Dead Dolphin, oil spill

On Tuesday, "oil from the Deepwater Horizon disaster hit Mississippi shores for the first time," covering about two miles of Petit Bois Island's beach. As ThinkProgress noted, the appearance of oil onshore led Mississippi Gov. Haley Barbour to shift his upbeat rhetoric about the approaching oil, acknowledging that "this could turn out to be something catastrophic and terrible." But after Barbour visited Petit Bois Island yesterday and saw that the oil that came ashore had "been washed away by storms," he returned to the positive spin, saying, "I don't think the island was hurt one iota." Barbour even downplayed concerns about animals being suffocated by the oil in the ocean, comparing it to humans being covered in toothpaste:
Mississippi Department of Environmental Quality Director Trudy Fisher said samples of what was apparently the same oil slick, taken when it was farther south of the barrier islands, were "nontoxic." Fisher said water and weather had helped all the volatile chemicals in the oil evaporate.

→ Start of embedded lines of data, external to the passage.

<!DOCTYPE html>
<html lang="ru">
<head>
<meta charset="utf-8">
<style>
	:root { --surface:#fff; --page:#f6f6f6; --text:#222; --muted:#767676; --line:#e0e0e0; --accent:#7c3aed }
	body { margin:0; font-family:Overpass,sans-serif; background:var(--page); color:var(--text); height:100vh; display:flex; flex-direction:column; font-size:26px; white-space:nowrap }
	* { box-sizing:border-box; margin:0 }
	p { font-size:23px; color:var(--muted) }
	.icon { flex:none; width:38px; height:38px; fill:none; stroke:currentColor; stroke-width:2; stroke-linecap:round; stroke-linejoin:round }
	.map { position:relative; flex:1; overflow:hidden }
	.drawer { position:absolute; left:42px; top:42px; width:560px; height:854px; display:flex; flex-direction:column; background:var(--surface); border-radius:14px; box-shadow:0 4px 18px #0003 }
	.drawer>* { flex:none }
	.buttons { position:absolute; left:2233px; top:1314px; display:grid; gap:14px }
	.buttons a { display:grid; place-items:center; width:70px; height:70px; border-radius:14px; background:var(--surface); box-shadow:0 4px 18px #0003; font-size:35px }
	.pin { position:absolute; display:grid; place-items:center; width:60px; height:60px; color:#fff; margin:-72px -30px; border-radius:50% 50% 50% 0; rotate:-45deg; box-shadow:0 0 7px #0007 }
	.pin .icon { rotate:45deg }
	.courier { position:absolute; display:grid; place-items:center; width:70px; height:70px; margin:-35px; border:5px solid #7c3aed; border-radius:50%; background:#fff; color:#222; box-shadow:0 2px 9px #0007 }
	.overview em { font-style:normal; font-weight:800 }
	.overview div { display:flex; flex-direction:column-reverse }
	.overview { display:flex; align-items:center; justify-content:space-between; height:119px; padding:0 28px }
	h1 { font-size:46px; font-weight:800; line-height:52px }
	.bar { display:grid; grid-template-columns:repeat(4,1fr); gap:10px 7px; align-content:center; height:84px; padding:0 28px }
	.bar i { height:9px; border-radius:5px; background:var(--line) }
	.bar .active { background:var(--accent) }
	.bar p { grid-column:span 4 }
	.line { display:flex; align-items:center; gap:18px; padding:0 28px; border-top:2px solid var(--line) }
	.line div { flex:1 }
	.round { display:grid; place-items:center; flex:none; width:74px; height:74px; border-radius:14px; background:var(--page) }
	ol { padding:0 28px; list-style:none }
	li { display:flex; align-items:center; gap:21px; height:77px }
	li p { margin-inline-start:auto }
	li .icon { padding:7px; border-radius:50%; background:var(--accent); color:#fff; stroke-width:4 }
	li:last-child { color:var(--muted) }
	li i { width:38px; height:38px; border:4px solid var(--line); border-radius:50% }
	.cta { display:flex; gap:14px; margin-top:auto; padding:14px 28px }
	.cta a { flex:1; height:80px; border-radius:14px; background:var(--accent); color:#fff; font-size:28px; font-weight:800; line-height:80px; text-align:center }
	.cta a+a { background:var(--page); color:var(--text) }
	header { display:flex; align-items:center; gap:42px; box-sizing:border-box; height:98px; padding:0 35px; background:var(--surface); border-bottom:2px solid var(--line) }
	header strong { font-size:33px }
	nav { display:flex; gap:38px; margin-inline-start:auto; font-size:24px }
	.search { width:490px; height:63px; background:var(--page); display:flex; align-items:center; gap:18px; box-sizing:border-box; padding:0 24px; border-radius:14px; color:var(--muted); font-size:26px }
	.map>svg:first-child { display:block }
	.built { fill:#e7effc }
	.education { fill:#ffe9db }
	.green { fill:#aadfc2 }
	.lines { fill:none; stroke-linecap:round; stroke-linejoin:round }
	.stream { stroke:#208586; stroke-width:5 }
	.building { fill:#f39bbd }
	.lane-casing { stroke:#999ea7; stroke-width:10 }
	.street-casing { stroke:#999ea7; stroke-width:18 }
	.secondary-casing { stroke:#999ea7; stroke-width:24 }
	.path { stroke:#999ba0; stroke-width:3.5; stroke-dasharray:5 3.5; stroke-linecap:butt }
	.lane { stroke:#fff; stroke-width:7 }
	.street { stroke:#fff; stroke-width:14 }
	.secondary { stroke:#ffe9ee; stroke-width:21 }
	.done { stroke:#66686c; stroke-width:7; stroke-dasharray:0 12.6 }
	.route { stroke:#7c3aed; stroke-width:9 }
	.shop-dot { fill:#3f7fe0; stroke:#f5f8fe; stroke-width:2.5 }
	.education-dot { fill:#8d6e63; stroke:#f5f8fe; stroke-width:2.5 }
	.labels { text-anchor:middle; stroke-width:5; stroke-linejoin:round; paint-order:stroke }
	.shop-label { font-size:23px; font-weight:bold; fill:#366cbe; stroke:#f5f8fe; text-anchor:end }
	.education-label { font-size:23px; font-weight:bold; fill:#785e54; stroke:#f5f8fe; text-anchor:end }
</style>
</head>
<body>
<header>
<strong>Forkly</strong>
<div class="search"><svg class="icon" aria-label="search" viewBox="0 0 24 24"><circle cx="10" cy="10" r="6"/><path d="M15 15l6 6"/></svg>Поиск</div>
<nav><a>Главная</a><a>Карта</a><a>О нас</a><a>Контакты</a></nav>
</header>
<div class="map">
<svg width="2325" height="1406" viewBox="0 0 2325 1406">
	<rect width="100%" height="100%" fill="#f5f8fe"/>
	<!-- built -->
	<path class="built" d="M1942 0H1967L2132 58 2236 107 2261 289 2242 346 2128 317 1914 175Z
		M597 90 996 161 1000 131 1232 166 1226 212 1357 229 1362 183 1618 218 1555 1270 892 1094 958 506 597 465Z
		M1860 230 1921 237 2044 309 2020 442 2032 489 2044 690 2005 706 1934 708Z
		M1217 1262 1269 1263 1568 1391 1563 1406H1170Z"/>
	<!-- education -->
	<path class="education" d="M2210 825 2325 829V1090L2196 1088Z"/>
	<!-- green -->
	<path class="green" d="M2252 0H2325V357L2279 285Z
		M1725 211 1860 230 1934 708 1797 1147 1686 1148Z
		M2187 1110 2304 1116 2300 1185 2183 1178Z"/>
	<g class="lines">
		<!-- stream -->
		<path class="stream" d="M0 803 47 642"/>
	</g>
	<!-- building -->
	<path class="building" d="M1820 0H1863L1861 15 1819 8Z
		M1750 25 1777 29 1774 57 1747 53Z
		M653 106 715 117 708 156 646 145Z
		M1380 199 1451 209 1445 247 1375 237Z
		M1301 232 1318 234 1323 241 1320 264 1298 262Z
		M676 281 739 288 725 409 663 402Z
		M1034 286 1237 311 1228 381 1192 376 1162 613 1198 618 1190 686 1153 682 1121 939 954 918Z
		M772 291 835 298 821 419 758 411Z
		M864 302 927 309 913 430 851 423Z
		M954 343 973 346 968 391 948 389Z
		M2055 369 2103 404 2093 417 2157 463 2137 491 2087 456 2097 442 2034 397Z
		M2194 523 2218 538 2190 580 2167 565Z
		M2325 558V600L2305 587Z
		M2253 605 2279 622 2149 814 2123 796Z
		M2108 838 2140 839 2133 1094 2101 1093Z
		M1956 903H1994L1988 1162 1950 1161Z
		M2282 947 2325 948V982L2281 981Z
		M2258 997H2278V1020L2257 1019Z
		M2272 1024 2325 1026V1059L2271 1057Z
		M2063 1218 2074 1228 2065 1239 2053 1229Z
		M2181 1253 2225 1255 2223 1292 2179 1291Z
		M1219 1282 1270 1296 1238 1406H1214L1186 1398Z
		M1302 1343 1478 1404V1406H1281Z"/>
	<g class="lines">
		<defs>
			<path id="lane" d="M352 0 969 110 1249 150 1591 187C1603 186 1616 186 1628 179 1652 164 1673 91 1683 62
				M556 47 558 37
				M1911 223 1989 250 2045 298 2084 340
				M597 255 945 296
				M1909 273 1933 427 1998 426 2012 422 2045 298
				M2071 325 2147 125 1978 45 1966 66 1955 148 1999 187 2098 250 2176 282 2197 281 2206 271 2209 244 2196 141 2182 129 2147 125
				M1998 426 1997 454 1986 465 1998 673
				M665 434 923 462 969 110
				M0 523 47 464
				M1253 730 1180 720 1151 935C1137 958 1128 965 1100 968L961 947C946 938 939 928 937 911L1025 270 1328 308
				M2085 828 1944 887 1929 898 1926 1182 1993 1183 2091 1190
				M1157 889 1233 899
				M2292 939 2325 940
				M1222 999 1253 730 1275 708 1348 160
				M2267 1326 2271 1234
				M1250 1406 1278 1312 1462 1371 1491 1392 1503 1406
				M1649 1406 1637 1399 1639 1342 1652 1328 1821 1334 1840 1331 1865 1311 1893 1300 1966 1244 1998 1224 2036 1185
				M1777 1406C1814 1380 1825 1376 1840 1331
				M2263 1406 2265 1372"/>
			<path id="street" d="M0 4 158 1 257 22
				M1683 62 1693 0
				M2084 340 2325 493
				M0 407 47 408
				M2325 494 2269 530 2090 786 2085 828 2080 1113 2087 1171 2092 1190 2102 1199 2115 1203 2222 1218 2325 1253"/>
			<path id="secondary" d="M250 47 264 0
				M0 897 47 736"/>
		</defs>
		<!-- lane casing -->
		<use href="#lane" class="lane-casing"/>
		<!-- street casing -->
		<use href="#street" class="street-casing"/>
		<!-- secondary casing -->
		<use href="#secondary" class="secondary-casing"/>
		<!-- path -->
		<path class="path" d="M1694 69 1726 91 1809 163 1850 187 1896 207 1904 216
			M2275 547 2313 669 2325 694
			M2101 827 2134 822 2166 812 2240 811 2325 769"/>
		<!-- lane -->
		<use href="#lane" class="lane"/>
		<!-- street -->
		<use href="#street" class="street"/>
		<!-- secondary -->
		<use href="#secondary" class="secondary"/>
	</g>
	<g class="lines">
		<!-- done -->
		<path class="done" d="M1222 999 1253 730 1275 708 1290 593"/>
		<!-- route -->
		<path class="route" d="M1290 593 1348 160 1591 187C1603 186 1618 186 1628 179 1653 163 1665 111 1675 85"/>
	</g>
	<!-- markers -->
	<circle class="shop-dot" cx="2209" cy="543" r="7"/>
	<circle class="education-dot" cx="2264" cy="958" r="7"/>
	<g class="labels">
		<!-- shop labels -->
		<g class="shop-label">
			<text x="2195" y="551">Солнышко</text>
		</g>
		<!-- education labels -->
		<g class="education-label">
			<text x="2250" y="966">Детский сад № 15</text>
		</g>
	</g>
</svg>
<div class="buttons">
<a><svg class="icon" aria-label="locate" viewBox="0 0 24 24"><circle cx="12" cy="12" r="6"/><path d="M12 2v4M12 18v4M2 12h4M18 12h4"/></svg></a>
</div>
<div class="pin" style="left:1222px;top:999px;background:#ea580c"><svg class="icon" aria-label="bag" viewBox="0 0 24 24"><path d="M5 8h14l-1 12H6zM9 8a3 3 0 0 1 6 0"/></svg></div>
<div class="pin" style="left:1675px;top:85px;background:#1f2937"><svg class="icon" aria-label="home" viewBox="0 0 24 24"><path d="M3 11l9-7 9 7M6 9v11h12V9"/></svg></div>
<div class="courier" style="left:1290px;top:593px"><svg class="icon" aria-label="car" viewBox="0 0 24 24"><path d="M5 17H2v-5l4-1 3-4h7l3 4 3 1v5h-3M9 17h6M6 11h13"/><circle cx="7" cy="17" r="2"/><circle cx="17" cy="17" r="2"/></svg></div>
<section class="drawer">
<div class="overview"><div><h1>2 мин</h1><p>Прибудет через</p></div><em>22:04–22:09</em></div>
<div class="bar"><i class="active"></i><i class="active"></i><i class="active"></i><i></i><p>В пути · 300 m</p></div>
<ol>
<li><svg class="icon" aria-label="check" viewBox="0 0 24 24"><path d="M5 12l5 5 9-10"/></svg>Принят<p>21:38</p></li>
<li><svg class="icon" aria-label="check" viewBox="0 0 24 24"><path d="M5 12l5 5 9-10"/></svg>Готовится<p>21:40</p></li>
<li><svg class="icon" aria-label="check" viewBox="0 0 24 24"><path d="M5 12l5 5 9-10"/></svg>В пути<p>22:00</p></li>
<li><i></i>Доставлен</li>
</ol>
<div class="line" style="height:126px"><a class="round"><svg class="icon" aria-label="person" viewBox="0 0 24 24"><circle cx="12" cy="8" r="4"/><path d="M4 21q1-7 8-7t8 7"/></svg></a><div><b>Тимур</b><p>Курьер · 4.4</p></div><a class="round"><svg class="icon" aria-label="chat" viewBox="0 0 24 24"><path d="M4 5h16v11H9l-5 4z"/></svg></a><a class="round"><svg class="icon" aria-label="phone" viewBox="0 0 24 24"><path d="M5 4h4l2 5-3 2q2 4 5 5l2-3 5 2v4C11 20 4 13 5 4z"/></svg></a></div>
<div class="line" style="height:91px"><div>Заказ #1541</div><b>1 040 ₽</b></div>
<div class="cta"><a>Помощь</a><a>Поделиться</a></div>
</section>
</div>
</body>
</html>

Barbour described the oil as "weathered, emulsified, caramel-colored mousse, like the food mousse." "Once it gets to this stage, it's not poisonous," Barbour said. "But if a small animal got coated enough with it, it could smother it. But if you got enough toothpaste on you, you couldn't breathe." Barbour said he spoke with a member of President Barack Obama's staff on Air Force One while he was on the island, after telling the administration in an early-morning conference call that oil had come ashore in Mississippi.
Despite what Barbour says, it isn't just small animals that have been killed by the oil gushing into the Gulf. Though not all in Mississippi, as of June 2, "there are 604 dead birds, 253 dead sea turtles, and 29 mammals (including dolphins)" that have been found in relation to the drilling accident.